The official source code for RA-TTA: Retrieval-Augmented Test-Time Adaptation for Vision-Language Models, accepted at ICLR 2025.
Vision-language models (VLMs) are known to be susceptible to distribution shifts between pre-training data and test data, and test-time adaptation (TTA) methods for VLMs have been proposed to mitigate the detrimental impact of the distribution shifts. However, the existing methods solely rely on the internal knowledge encoded within the model parameters, which are constrained to pre-training data. To complement the limitation of the internal knowledge, we propose Retrieval-Augmented-TTA (RA-TTA) for adapting VLMs to test distribution using external knowledge obtained from a web-scale image database. By fully exploiting the bi-modality of VLMs, RA-TTA adaptively retrieves proper external images for each test image to refine VLMs’ predictions using the retrieved external images, where fine-grained text descriptions are leveraged to extend the granularity of external knowledge. Extensive experiments on 17 datasets demonstrate that the proposed RA-TTA outperforms the state-of-the-art methods by 3.01–9.63% on average.
The system RA-TTA used and tested in
- Python 3.11.7
- Ubuntu 20.04.4 LTS
- pytorch==2.3.0
- torchvision==0.18.0
- An NVIDIA GeForce RTX 4090
- conda create -n RATTA python==3.11.7
- conda install pytorch==2.3.0 torchvision==0.18.0 torchaudio==2.3.0 pytorch-cuda=12.1 -c pytorch -c nvidia
- conda install faiss-gpu==1.8.0
- pip install tqdm==4.65.0
- pip install git+https://github.com/openai/CLIP.git
- pip install scipy==1.11.4
- pip install pandas==2.2.1
- pip install pot==0.9.4
RA-TTA/
|–– data
|–––– fgvc_aircraft
|–––– ...
|–– db_embedding
|–––– LAION2B_fgvc_aircraft_aux_ViT-B_16
|–––– ...
|–– test_embedding
|–––– ViT-B_16
|–––––––– 0
|–––––––––––– fgvc_aircraft.pth
|–––––––––––– ...
|–– descriptions
|–––– CuPL_prompts_fgvc_aircraft.json
|–––– ...
|–– src
|–––– datalaoder
|–––– utils
|–– imgs
|–– logs
|–– ratta_after_extract_imagenet.py
|–– ratta_after_extract.py
|–– ratta_pre_extract_imagenet.py
|–– ratta_pre_extract.py
|–– README.md
For the test datasets except Caltech256 and RESISC45, please refer to this [page].
For the test split of RESISC45 and caltech256, please refer to this [page] and [page], respectively.

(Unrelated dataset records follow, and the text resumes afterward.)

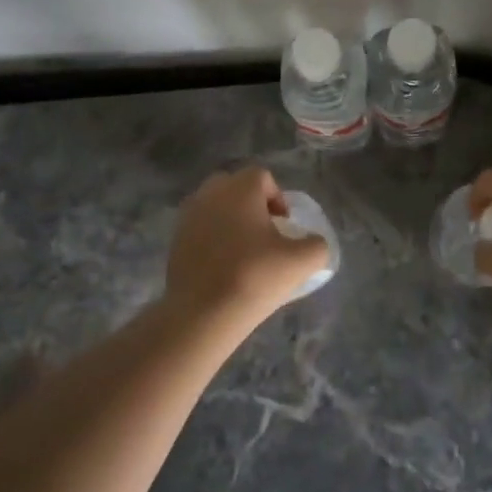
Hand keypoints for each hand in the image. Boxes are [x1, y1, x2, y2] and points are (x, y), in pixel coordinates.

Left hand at [165, 167, 329, 332]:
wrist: (202, 314)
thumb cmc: (255, 277)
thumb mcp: (302, 262)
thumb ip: (317, 245)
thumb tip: (313, 242)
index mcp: (240, 188)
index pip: (262, 177)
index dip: (278, 198)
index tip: (284, 227)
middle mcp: (211, 192)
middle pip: (235, 187)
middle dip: (251, 204)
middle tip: (264, 235)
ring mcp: (188, 215)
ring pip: (215, 206)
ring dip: (230, 220)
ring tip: (243, 252)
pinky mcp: (175, 239)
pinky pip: (200, 228)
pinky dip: (212, 238)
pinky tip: (222, 266)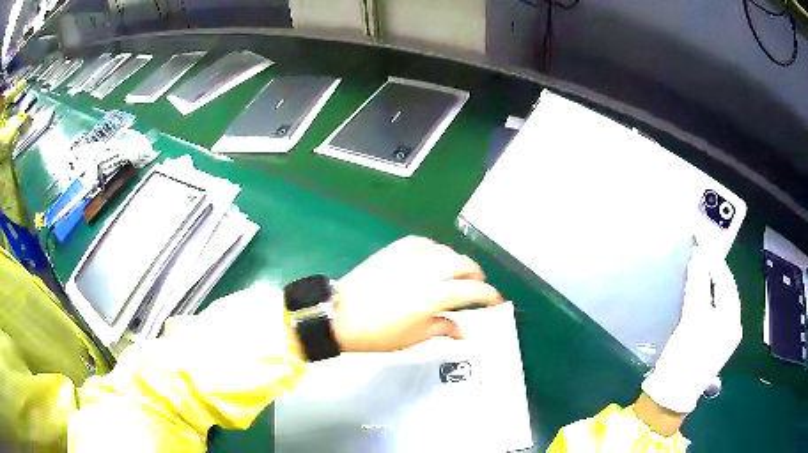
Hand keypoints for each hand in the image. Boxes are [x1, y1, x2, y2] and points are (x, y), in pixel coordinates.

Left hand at [331, 236, 503, 351]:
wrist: (341, 315)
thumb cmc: (379, 333)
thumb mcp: (416, 337)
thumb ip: (445, 328)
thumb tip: (466, 332)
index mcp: (436, 295)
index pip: (474, 291)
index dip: (490, 296)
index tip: (496, 301)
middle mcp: (428, 270)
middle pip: (464, 265)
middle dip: (477, 276)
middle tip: (478, 287)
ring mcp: (411, 257)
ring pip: (446, 252)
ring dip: (457, 263)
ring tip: (455, 276)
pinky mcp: (395, 250)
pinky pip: (424, 244)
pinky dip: (436, 251)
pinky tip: (434, 260)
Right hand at [641, 246, 742, 413]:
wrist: (670, 397)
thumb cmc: (685, 358)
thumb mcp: (693, 320)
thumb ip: (698, 285)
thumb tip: (699, 256)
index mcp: (732, 319)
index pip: (726, 280)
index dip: (714, 258)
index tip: (700, 239)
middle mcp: (731, 325)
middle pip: (724, 288)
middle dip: (712, 268)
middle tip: (697, 250)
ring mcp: (721, 335)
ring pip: (717, 299)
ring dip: (707, 281)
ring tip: (695, 265)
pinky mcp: (710, 342)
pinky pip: (711, 310)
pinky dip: (703, 296)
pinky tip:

We provide the precomputed image embeddings as vector databases, which can be used to reproduce main results.
You can download the embeddings from this [link] and put them under the './db_embedding' directory.
For efficient experimentation, first extract test embeddings and then run RA-TTA using these embeddings.
- Extract test embeddings:
python ratta_pre_extract.py --root [DATA_ROOT] --dataset [DATASET] --seed [SEED] --gpu [GPU_ID]
- Run RA-TTA:
python ratta_after_extract.py --db_root [DB_ROOT] --tst_embedding_root [TEST_EMBEDDING_ROOT] --dataset [DATASET] --seed [SEED] --gpu [GPU_ID]
If you found this work useful, please consider citing it as:
@inproceedings{lee2025ratta,
title={RA-TTA: Retrieval-Augmented Test-Time Adaptation for Vision-Language Models},
author={Lee, Youngjun and Kim, Doyoung and Kang, Junhyeok and Bang, Jihwan and Song, Hwanjun and Lee, Jae-Gil},
booktitle={ICLR},
year={2025}
}
We build on several great repositories including CLIP, CoOp, CuPL, and SUS-X. We thank the authors for providing such amazing codebase and enabling research towards better vision-language model adaptation. We also thank the authors of the LAION-5B projects.